Data records
*****
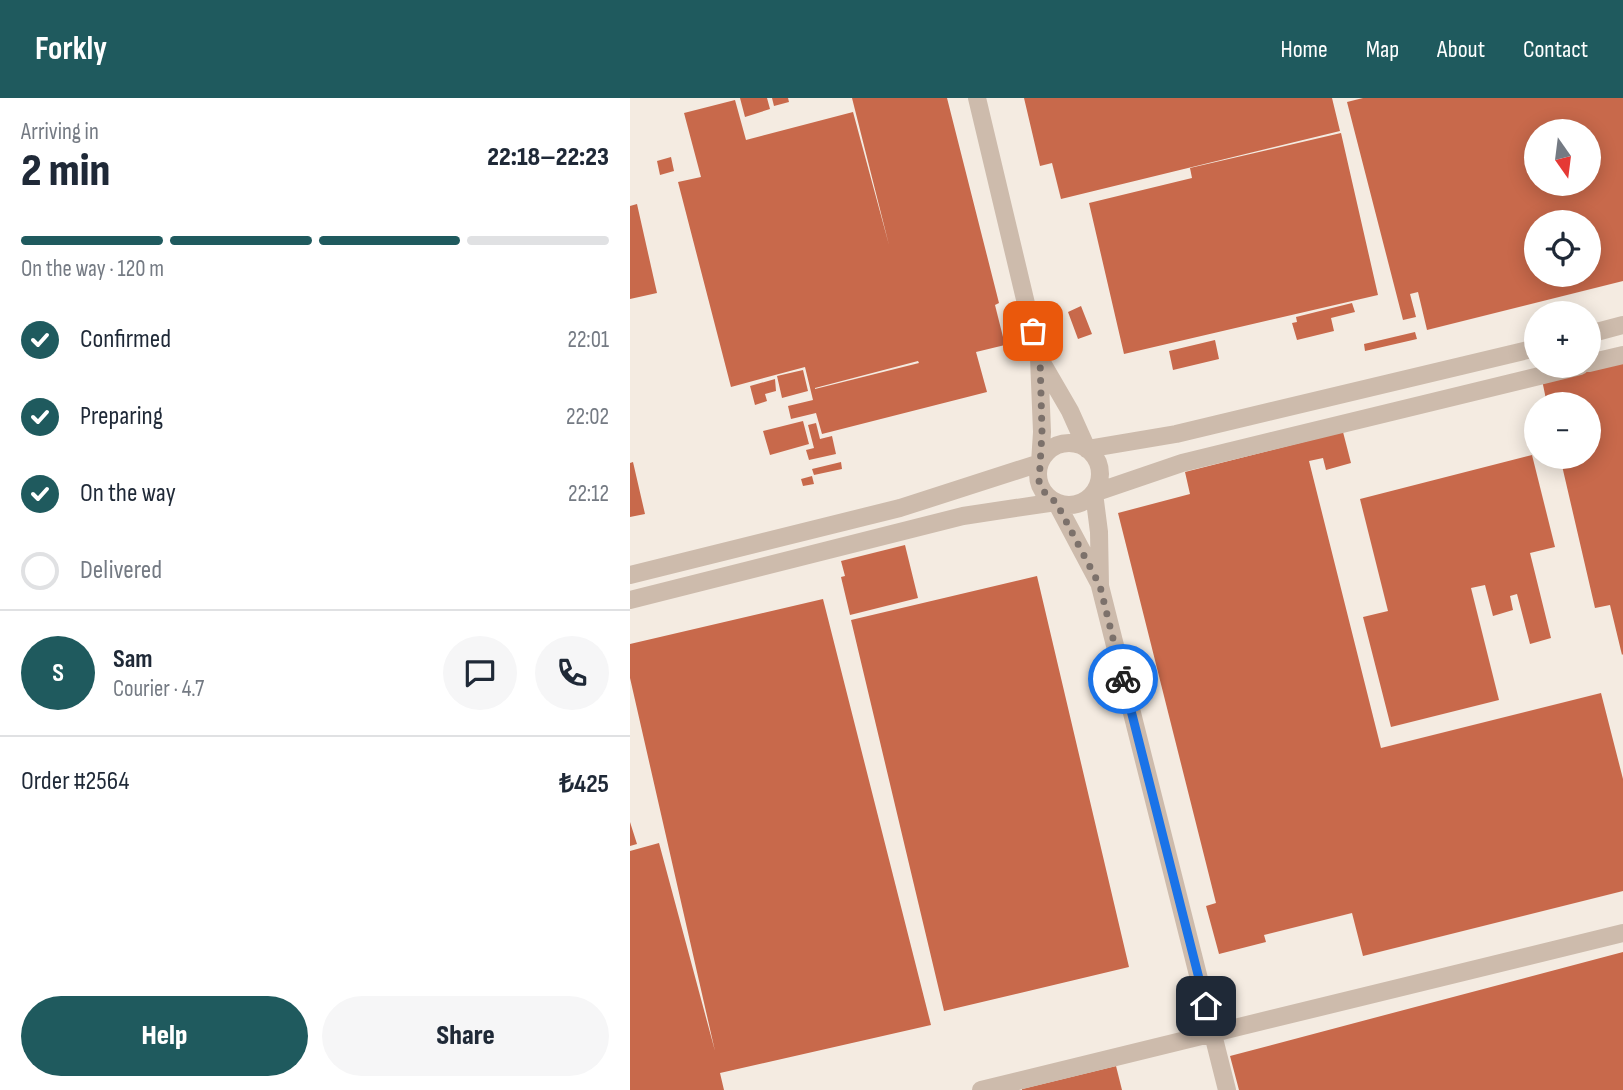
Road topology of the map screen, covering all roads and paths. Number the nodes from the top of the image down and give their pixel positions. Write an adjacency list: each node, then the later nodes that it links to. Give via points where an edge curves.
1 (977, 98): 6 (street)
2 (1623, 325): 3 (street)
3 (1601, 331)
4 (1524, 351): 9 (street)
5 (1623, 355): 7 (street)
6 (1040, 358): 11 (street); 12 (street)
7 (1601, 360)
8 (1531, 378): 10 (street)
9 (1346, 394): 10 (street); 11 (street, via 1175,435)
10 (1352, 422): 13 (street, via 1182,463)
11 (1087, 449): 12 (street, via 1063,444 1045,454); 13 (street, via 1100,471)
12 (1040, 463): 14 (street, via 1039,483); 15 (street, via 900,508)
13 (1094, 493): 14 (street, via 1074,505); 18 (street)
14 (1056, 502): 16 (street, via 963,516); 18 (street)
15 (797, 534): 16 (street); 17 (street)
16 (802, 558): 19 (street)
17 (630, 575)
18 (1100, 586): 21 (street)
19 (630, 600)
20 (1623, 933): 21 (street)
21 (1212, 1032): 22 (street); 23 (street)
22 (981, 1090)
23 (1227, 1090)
*****
Print each of the records above exactly as written, leaving no picture in the copy.

Road topology of the map screen, covering all roads and paths. Number the nodes from the top of the image down and give their pixel positions. Write an adjacency list: each node, then the later nodes that it links to. Give via points where an edge curves.
1 (977, 98): 6 (street)
2 (1623, 325): 3 (street)
3 (1601, 331)
4 (1524, 351): 9 (street)
5 (1623, 355): 7 (street)
6 (1040, 358): 11 (street); 12 (street)
7 (1601, 360)
8 (1531, 378): 10 (street)
9 (1346, 394): 10 (street); 11 (street, via 1175,435)
10 (1352, 422): 13 (street, via 1182,463)
11 (1087, 449): 12 (street, via 1063,444 1045,454); 13 (street, via 1100,471)
12 (1040, 463): 14 (street, via 1039,483); 15 (street, via 900,508)
13 (1094, 493): 14 (street, via 1074,505); 18 (street)
14 (1056, 502): 16 (street, via 963,516); 18 (street)
15 (797, 534): 16 (street); 17 (street)
16 (802, 558): 19 (street)
17 (630, 575)
18 (1100, 586): 21 (street)
19 (630, 600)
20 (1623, 933): 21 (street)
21 (1212, 1032): 22 (street); 23 (street)
22 (981, 1090)
23 (1227, 1090)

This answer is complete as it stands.